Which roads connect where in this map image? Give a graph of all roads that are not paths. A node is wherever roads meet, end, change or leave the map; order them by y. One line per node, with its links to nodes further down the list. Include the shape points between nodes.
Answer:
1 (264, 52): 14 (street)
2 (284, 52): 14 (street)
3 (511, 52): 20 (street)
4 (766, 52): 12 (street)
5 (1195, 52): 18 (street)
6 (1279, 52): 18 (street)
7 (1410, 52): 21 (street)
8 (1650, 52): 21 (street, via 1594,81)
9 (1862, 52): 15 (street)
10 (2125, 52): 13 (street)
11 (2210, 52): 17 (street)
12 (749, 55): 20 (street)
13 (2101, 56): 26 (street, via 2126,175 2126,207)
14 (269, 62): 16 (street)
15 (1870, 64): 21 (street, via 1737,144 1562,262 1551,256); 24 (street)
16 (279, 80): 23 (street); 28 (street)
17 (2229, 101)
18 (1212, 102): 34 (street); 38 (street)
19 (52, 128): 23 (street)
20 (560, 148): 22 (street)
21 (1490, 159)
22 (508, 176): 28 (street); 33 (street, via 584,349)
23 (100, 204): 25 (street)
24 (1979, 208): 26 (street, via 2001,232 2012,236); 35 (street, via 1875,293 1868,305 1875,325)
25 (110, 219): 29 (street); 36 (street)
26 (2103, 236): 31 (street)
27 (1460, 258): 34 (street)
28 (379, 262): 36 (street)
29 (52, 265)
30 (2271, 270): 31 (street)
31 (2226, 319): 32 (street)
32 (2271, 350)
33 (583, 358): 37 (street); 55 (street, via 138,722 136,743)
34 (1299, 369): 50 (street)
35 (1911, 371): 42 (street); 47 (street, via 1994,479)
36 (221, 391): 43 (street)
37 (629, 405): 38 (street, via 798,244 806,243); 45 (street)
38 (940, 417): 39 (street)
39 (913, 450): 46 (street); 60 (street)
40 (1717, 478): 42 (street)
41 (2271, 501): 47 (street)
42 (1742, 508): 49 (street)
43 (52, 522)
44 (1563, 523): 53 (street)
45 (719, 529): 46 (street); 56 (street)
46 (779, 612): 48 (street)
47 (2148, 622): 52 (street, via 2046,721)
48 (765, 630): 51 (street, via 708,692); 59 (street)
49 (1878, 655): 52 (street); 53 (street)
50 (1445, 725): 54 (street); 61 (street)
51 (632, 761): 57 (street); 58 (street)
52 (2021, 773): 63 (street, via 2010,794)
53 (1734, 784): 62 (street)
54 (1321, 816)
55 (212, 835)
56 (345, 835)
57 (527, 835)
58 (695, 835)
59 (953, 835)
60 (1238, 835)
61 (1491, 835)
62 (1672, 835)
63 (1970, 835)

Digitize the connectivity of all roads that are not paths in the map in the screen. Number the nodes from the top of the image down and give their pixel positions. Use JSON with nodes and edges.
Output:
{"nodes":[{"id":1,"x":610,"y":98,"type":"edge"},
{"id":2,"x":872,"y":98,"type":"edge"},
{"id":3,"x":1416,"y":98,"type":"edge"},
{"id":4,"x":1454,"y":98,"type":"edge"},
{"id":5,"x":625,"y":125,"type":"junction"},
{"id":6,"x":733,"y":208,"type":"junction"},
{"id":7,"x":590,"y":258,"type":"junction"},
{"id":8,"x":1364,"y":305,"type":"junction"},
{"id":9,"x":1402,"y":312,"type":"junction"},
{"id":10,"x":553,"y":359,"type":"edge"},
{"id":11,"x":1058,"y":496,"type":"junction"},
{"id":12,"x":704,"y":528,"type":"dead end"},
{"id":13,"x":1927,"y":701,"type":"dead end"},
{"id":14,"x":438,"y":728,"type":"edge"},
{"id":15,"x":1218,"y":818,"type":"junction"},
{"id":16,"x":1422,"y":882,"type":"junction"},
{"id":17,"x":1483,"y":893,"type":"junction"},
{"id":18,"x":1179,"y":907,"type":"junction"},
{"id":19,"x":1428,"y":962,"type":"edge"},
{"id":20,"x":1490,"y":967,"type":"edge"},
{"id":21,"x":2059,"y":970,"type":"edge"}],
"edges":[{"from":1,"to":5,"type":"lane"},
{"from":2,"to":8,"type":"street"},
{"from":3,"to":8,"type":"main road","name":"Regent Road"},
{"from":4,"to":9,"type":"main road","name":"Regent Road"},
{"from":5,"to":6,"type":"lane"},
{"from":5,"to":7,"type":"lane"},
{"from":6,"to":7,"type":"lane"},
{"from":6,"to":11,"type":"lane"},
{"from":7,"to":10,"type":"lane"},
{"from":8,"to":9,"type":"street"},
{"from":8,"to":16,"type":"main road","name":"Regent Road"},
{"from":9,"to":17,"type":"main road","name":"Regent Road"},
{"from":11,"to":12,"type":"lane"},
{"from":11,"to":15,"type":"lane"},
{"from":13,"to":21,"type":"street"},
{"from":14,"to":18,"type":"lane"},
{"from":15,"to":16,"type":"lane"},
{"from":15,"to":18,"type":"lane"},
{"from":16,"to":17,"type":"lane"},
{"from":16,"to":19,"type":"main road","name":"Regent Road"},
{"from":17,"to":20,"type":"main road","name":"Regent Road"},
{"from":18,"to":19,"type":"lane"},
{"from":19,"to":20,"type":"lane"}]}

*WHAT IS REQUIRED:* Transcribe the whole listing with every word preserved.

*EXERCISE RESULT:*
Which roads connect where in this map image? Give a graph of all roads that are not paths. A node is wherever roads meet, end, change or leave the map; order them by y. One line per node, with its links to nodes further down the list. Include the shape points between nodes.
Answer:
1 (264, 52): 14 (street)
2 (284, 52): 14 (street)
3 (511, 52): 20 (street)
4 (766, 52): 12 (street)
5 (1195, 52): 18 (street)
6 (1279, 52): 18 (street)
7 (1410, 52): 21 (street)
8 (1650, 52): 21 (street, via 1594,81)
9 (1862, 52): 15 (street)
10 (2125, 52): 13 (street)
11 (2210, 52): 17 (street)
12 (749, 55): 20 (street)
13 (2101, 56): 26 (street, via 2126,175 2126,207)
14 (269, 62): 16 (street)
15 (1870, 64): 21 (street, via 1737,144 1562,262 1551,256); 24 (street)
16 (279, 80): 23 (street); 28 (street)
17 (2229, 101)
18 (1212, 102): 34 (street); 38 (street)
19 (52, 128): 23 (street)
20 (560, 148): 22 (street)
21 (1490, 159)
22 (508, 176): 28 (street); 33 (street, via 584,349)
23 (100, 204): 25 (street)
24 (1979, 208): 26 (street, via 2001,232 2012,236); 35 (street, via 1875,293 1868,305 1875,325)
25 (110, 219): 29 (street); 36 (street)
26 (2103, 236): 31 (street)
27 (1460, 258): 34 (street)
28 (379, 262): 36 (street)
29 (52, 265)
30 (2271, 270): 31 (street)
31 (2226, 319): 32 (street)
32 (2271, 350)
33 (583, 358): 37 (street); 55 (street, via 138,722 136,743)
34 (1299, 369): 50 (street)
35 (1911, 371): 42 (street); 47 (street, via 1994,479)
36 (221, 391): 43 (street)
37 (629, 405): 38 (street, via 798,244 806,243); 45 (street)
38 (940, 417): 39 (street)
39 (913, 450): 46 (street); 60 (street)
40 (1717, 478): 42 (street)
41 (2271, 501): 47 (street)
42 (1742, 508): 49 (street)
43 (52, 522)
44 (1563, 523): 53 (street)
45 (719, 529): 46 (street); 56 (street)
46 (779, 612): 48 (street)
47 (2148, 622): 52 (street, via 2046,721)
48 (765, 630): 51 (street, via 708,692); 59 (street)
49 (1878, 655): 52 (street); 53 (street)
50 (1445, 725): 54 (street); 61 (street)
51 (632, 761): 57 (street); 58 (street)
52 (2021, 773): 63 (street, via 2010,794)
53 (1734, 784): 62 (street)
54 (1321, 816)
55 (212, 835)
56 (345, 835)
57 (527, 835)
58 (695, 835)
59 (953, 835)
60 (1238, 835)
61 (1491, 835)
62 (1672, 835)
63 (1970, 835)

Digitize the connectivity of all roads that are not paths in the map in the screen. Number the nodes from the top of the image down and give their pixel positions. Use JSON with nodes and edges.
Output:
{"nodes":[{"id":1,"x":610,"y":98,"type":"edge"},
{"id":2,"x":872,"y":98,"type":"edge"},
{"id":3,"x":1416,"y":98,"type":"edge"},
{"id":4,"x":1454,"y":98,"type":"edge"},
{"id":5,"x":625,"y":125,"type":"junction"},
{"id":6,"x":733,"y":208,"type":"junction"},
{"id":7,"x":590,"y":258,"type":"junction"},
{"id":8,"x":1364,"y":305,"type":"junction"},
{"id":9,"x":1402,"y":312,"type":"junction"},
{"id":10,"x":553,"y":359,"type":"edge"},
{"id":11,"x":1058,"y":496,"type":"junction"},
{"id":12,"x":704,"y":528,"type":"dead end"},
{"id":13,"x":1927,"y":701,"type":"dead end"},
{"id":14,"x":438,"y":728,"type":"edge"},
{"id":15,"x":1218,"y":818,"type":"junction"},
{"id":16,"x":1422,"y":882,"type":"junction"},
{"id":17,"x":1483,"y":893,"type":"junction"},
{"id":18,"x":1179,"y":907,"type":"junction"},
{"id":19,"x":1428,"y":962,"type":"edge"},
{"id":20,"x":1490,"y":967,"type":"edge"},
{"id":21,"x":2059,"y":970,"type":"edge"}],
"edges":[{"from":1,"to":5,"type":"lane"},
{"from":2,"to":8,"type":"street"},
{"from":3,"to":8,"type":"main road","name":"Regent Road"},
{"from":4,"to":9,"type":"main road","name":"Regent Road"},
{"from":5,"to":6,"type":"lane"},
{"from":5,"to":7,"type":"lane"},
{"from":6,"to":7,"type":"lane"},
{"from":6,"to":11,"type":"lane"},
{"from":7,"to":10,"type":"lane"},
{"from":8,"to":9,"type":"street"},
{"from":8,"to":16,"type":"main road","name":"Regent Road"},
{"from":9,"to":17,"type":"main road","name":"Regent Road"},
{"from":11,"to":12,"type":"lane"},
{"from":11,"to":15,"type":"lane"},
{"from":13,"to":21,"type":"street"},
{"from":14,"to":18,"type":"lane"},
{"from":15,"to":16,"type":"lane"},
{"from":15,"to":18,"type":"lane"},
{"from":16,"to":17,"type":"lane"},
{"from":16,"to":19,"type":"main road","name":"Regent Road"},
{"from":17,"to":20,"type":"main road","name":"Regent Road"},
{"from":18,"to":19,"type":"lane"},
{"from":19,"to":20,"type":"lane"}]}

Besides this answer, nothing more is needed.